Tex de Wit (born 17 May 1986, in Amsterdam) is a Dutch comedian, writer, actor, chess player and television presenter.

== Biography ==
De Wit is the son of comic artist Peter de Wit. In 2011, after studying journalism at the University of Amsterdam he discovered that stand-up comedy is his passion.

=== Television career ===
De Wit was featured in episodes of De Rijdende Rechter in 2012. In 2013 he audited for Comedytrain, for which he was immediately recruited. Since this he makes columns for the VARA-radio program Spijkers met koppen. In 2014 he was added to the writers team of the VPRO-program Zondag met Lubach. From the first season forward De Wit was writer for this show and beginning with season 4 he is also visible on camera as a "news reporter". From 2022 until 2024, he fulfilled the same roles for De Avondshow met Arjen Lubach, the successor of Zondag met Lubach.
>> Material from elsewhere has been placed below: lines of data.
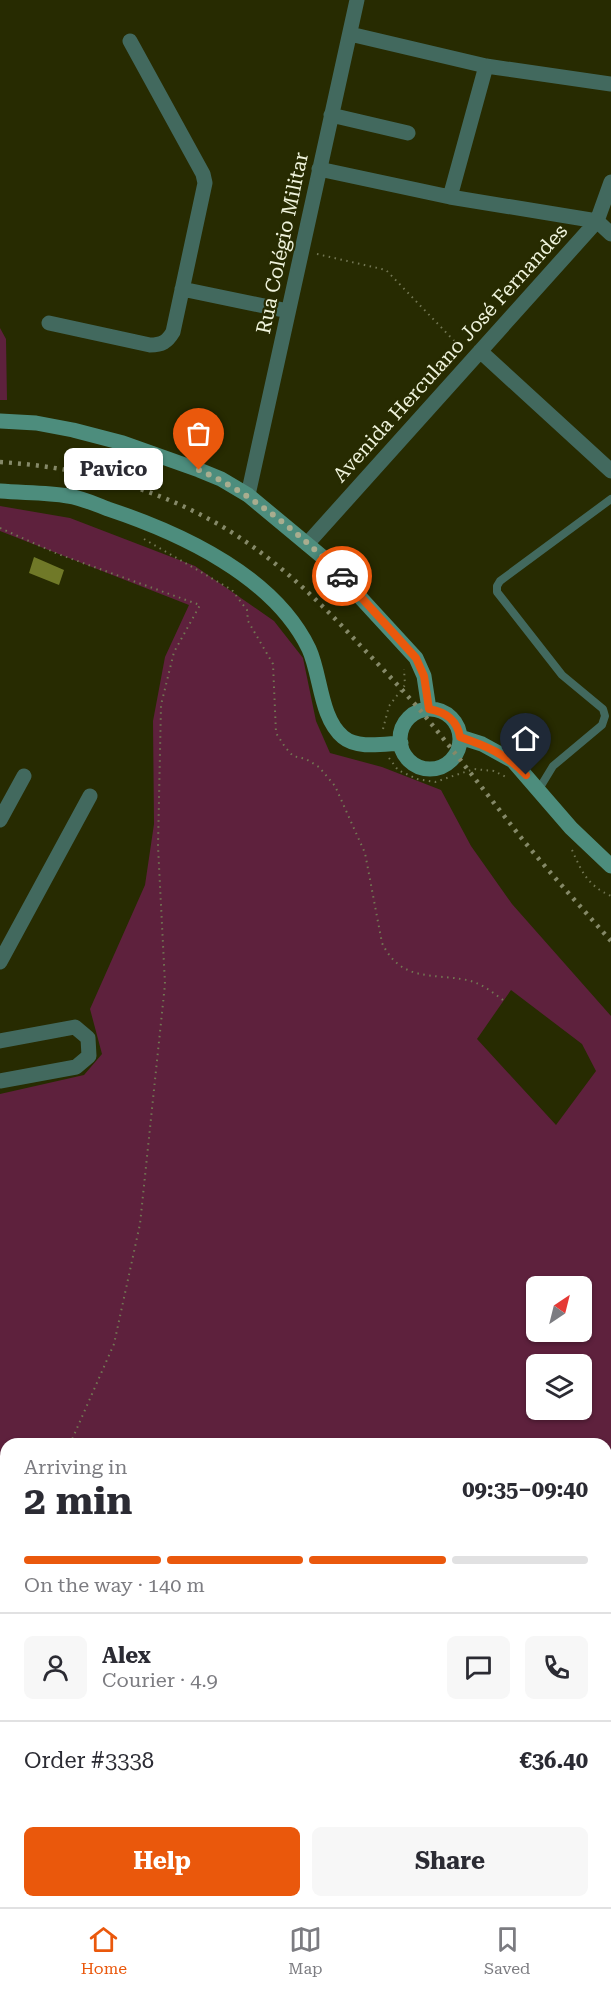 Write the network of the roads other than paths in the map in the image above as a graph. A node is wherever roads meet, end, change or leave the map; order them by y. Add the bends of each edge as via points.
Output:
1 (357, 0) edge
2 (350, 34) junction
3 (130, 41) dead end
4 (486, 66) junction
5 (611, 84) edge
6 (331, 115) junction
7 (408, 132) dead end
8 (320, 169) junction
9 (611, 182) edge
10 (450, 197) junction
11 (597, 221) junction
12 (611, 234) edge
13 (182, 289) junction
14 (288, 311) junction
15 (49, 324) dead end
16 (476, 355) junction
17 (0, 421) edge
18 (611, 471) edge
19 (0, 491) edge
20 (248, 495) junction
21 (611, 500) edge
22 (307, 544) junction
23 (429, 709) junction
24 (460, 737) junction
25 (401, 742) junction
26 (24, 776) dead end
27 (539, 789) junction
28 (90, 796) dead end
29 (0, 820) edge
30 (611, 866) edge
31 (0, 962) edge
32 (0, 1041) edge
33 (0, 1081) edge

1 - 2 street, Rua Colégio Militar
2 - 4 street
2 - 6 street, Rua Colégio Militar
3 - 13 street via 203,174 204,191
4 - 5 street
4 - 10 street
6 - 7 street
6 - 8 street, Rua Colégio Militar
8 - 10 street
8 - 14 street, Rua Colégio Militar
9 - 11 street, Avenida Herculano José Fernandes
10 - 11 street
11 - 12 street
11 - 16 street, Avenida Herculano José Fernandes
13 - 14 street
13 - 15 street via 173,332 159,345
14 - 20 street, Rua Colégio Militar
16 - 18 street
16 - 22 street, Avenida Herculano José Fernandes
17 - 20 street via 36,423 123,443 221,479
19 - 25 street via 69,496 146,521 219,559 288,614 309,650 331,723 344,738 360,745
20 - 22 street
21 - 27 lane via 497,586 497,592 562,675 603,709 605,716 602,725 553,766
22 - 23 street via 352,586 416,658 424,676
23 - 24 street via 451,717
23 - 25 street via 405,722
24 - 25 street via 453,758 434,768 418,766 408,759
24 - 27 street via 513,761
26 - 29 street
27 - 30 street
28 - 31 street
32 - 33 street via 75,1028 88,1038 89,1056 76,1067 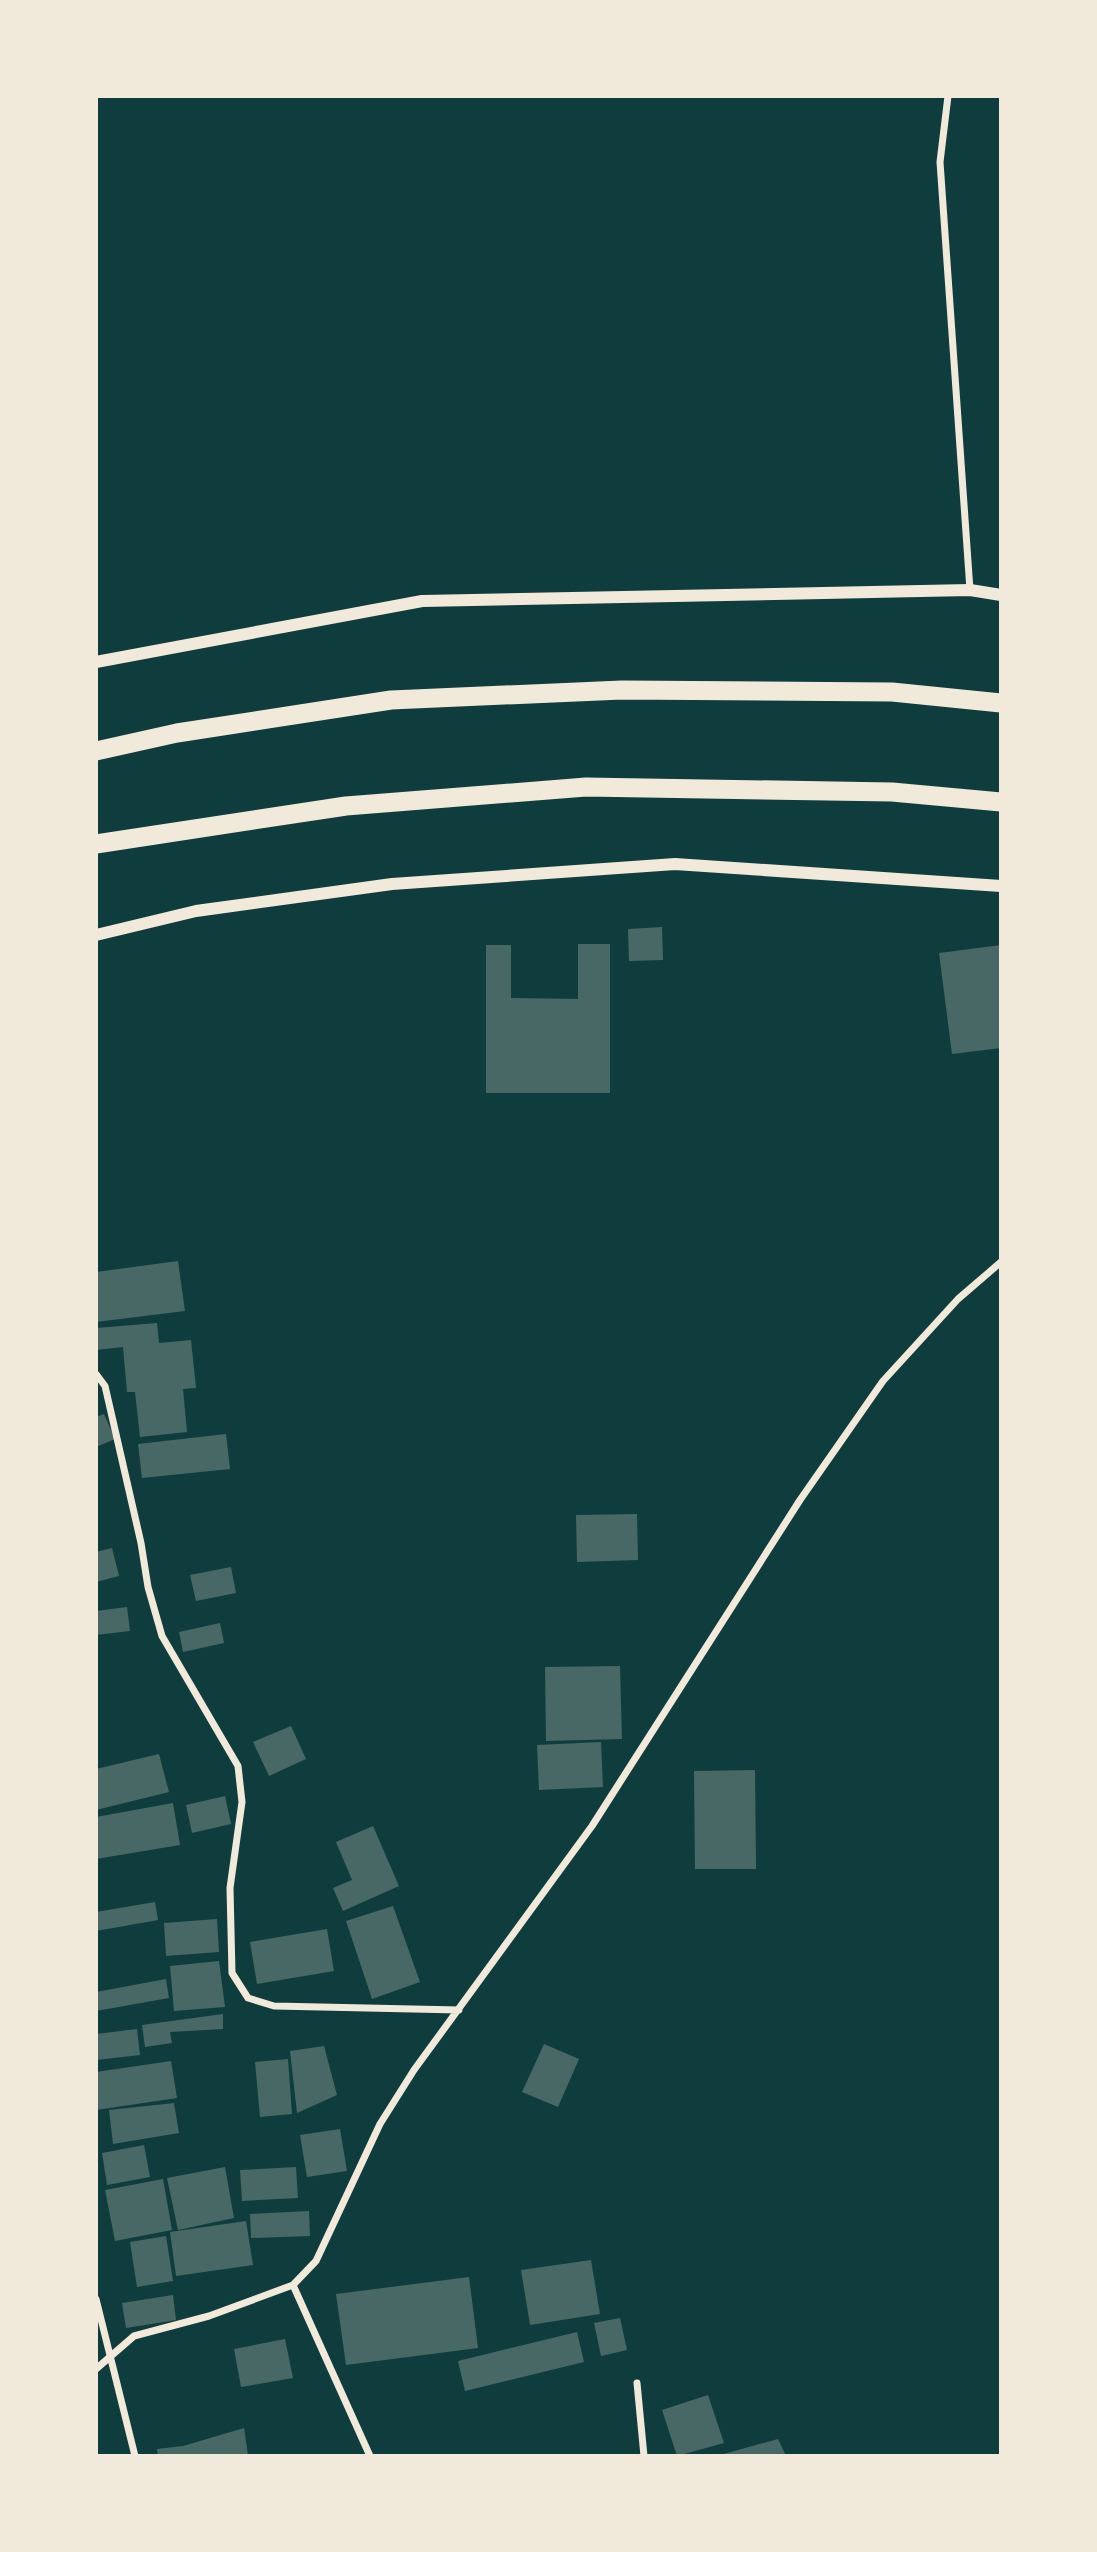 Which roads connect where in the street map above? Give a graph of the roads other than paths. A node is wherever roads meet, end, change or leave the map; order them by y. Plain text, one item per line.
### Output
1 (948, 96) edge
2 (970, 590) junction
3 (1001, 595) edge
4 (96, 662) edge
5 (1001, 703) edge
6 (96, 751) edge
7 (1001, 802) edge
8 (96, 844) edge
9 (1001, 886) edge
10 (96, 935) edge
11 (1001, 1262) edge
12 (96, 1374) edge
13 (459, 2010) junction
14 (293, 2285) junction
15 (96, 2299) edge
16 (110, 2356) junction
17 (96, 2369) edge
18 (637, 2383) dead end
19 (135, 2456) edge
20 (370, 2456) edge
21 (644, 2456) edge

1 - 2 street
2 - 3 street
2 - 4 street
5 - 6 highway
7 - 8 highway
9 - 10 street
11 - 13 street
12 - 13 street
13 - 14 street
14 - 16 street
14 - 20 street
15 - 16 street
16 - 17 street
16 - 19 street
18 - 21 street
Since 2025, he again fulfills the same roles for LUBACH, the successor of De Avondshow.

In the winter of 2015 De Wit participated with the NCRV-program De Slimste Mens, for which he entered the finale. De Wit is also a frequent guest at De Wereld Draait Door since 2016/2017, frequent jury member for the NCRV-program De Rijdende Rechter, and works for the comedy sketch program Klikbeet.

In 2019, 2020 and 2024 he presented, together with Jonathan van het Reve and Diederik Smit, the satirical sports program Makkelijk Scoren for VPRO.

=== Chess career ===
In 2010, De Wit obtained the FIDE Master (FM) title.

In 2011 he won the Wil Haggenburg tournament and became the best chess player at the Chess federation Groot-Amsterdam.

In 2012 he won at the Kees Besselink c4 tournament, for which he only signed up the night before the tournament.

Since the season of 2019–2020 De Wit plays in the Masterclass for the Kennemer Combinatie.